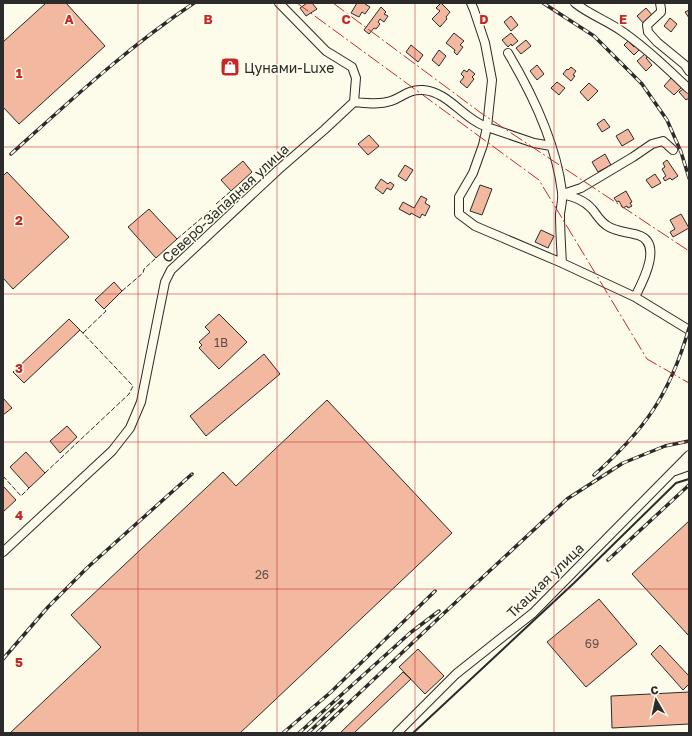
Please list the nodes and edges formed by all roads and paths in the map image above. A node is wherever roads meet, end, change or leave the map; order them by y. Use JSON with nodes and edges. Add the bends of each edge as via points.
{"nodes":[{"id":1,"x":279,"y":3,"type":"edge"},
{"id":2,"x":471,"y":3,"type":"edge"},
{"id":3,"x":575,"y":3,"type":"edge"},
{"id":4,"x":660,"y":3,"type":"edge"},
{"id":5,"x":508,"y":53,"type":"dead end"},
{"id":6,"x":689,"y":71,"type":"edge"},
{"id":7,"x":689,"y":89,"type":"edge"},
{"id":8,"x":354,"y":102,"type":"junction"},
{"id":9,"x":487,"y":127,"type":"junction"},
{"id":10,"x":551,"y":146,"type":"junction"},
{"id":11,"x":673,"y":150,"type":"dead end"},
{"id":12,"x":562,"y":194,"type":"junction"},
{"id":13,"x":562,"y":263,"type":"junction"},
{"id":14,"x":635,"y":297,"type":"junction"},
{"id":15,"x":689,"y":330,"type":"edge"},
{"id":16,"x":689,"y":456,"type":"edge"},
{"id":17,"x":689,"y":466,"type":"edge"},
{"id":18,"x":671,"y":473,"type":"junction"},
{"id":19,"x":3,"y":552,"type":"edge"},
{"id":20,"x":397,"y":733,"type":"edge"}],
"edges":[{"from":1,"to":8,"type":"street","via":[[326,51],[352,67],[356,78]]},
{"from":2,"to":9,"type":"street","via":[[485,43],[492,80]]},
{"from":3,"to":7,"type":"street","via":[[622,31],[660,61]]},
{"from":4,"to":6,"type":"street","via":[[661,12],[648,25],[648,32]]},
{"from":5,"to":10,"type":"street","via":[[534,101]]},
{"from":8,"to":9,"type":"street","via":[[392,101],[412,90],[423,90],[439,95],[477,124]]},
{"from":8,"to":19,"type":"street","name":"Северо-Западная улица","via":[[171,270],[165,282],[141,402],[130,428],[112,450]]},
{"from":9,"to":10,"type":"street"},
{"from":9,"to":13,"type":"street","via":[[472,173],[459,197],[459,214],[475,226]]},
{"from":10,"to":12,"type":"street"},
{"from":11,"to":12,"type":"street","via":[[663,141],[652,144],[581,188]]},
{"from":12,"to":13,"type":"street"},
{"from":12,"to":14,"type":"street","via":[[576,197],[586,203],[607,226],[640,236],[647,241],[651,257],[644,280]]},
{"from":13,"to":14,"type":"street"},
{"from":14,"to":15,"type":"street"},
{"from":16,"to":18,"type":"street","name":"Ткацкая улица"},
{"from":17,"to":18,"type":"street","name":"Ткацкая улица"},
{"from":18,"to":20,"type":"street","name":"Ткацкая улица","via":[[533,613],[456,674]]}]}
——————————
__Exercise aim__. Repeat each record verbatim, pictures excluded.

__Exercise result__.
Please list the nodes and edges formed by all roads and paths in the map image above. A node is wherever roads meet, end, change or leave the map; order them by y. Use JSON with nodes and edges. Add the bends of each edge as via points.
{"nodes":[{"id":1,"x":279,"y":3,"type":"edge"},
{"id":2,"x":471,"y":3,"type":"edge"},
{"id":3,"x":575,"y":3,"type":"edge"},
{"id":4,"x":660,"y":3,"type":"edge"},
{"id":5,"x":508,"y":53,"type":"dead end"},
{"id":6,"x":689,"y":71,"type":"edge"},
{"id":7,"x":689,"y":89,"type":"edge"},
{"id":8,"x":354,"y":102,"type":"junction"},
{"id":9,"x":487,"y":127,"type":"junction"},
{"id":10,"x":551,"y":146,"type":"junction"},
{"id":11,"x":673,"y":150,"type":"dead end"},
{"id":12,"x":562,"y":194,"type":"junction"},
{"id":13,"x":562,"y":263,"type":"junction"},
{"id":14,"x":635,"y":297,"type":"junction"},
{"id":15,"x":689,"y":330,"type":"edge"},
{"id":16,"x":689,"y":456,"type":"edge"},
{"id":17,"x":689,"y":466,"type":"edge"},
{"id":18,"x":671,"y":473,"type":"junction"},
{"id":19,"x":3,"y":552,"type":"edge"},
{"id":20,"x":397,"y":733,"type":"edge"}],
"edges":[{"from":1,"to":8,"type":"street","via":[[326,51],[352,67],[356,78]]},
{"from":2,"to":9,"type":"street","via":[[485,43],[492,80]]},
{"from":3,"to":7,"type":"street","via":[[622,31],[660,61]]},
{"from":4,"to":6,"type":"street","via":[[661,12],[648,25],[648,32]]},
{"from":5,"to":10,"type":"street","via":[[534,101]]},
{"from":8,"to":9,"type":"street","via":[[392,101],[412,90],[423,90],[439,95],[477,124]]},
{"from":8,"to":19,"type":"street","name":"Северо-Западная улица","via":[[171,270],[165,282],[141,402],[130,428],[112,450]]},
{"from":9,"to":10,"type":"street"},
{"from":9,"to":13,"type":"street","via":[[472,173],[459,197],[459,214],[475,226]]},
{"from":10,"to":12,"type":"street"},
{"from":11,"to":12,"type":"street","via":[[663,141],[652,144],[581,188]]},
{"from":12,"to":13,"type":"street"},
{"from":12,"to":14,"type":"street","via":[[576,197],[586,203],[607,226],[640,236],[647,241],[651,257],[644,280]]},
{"from":13,"to":14,"type":"street"},
{"from":14,"to":15,"type":"street"},
{"from":16,"to":18,"type":"street","name":"Ткацкая улица"},
{"from":17,"to":18,"type":"street","name":"Ткацкая улица"},
{"from":18,"to":20,"type":"street","name":"Ткацкая улица","via":[[533,613],[456,674]]}]}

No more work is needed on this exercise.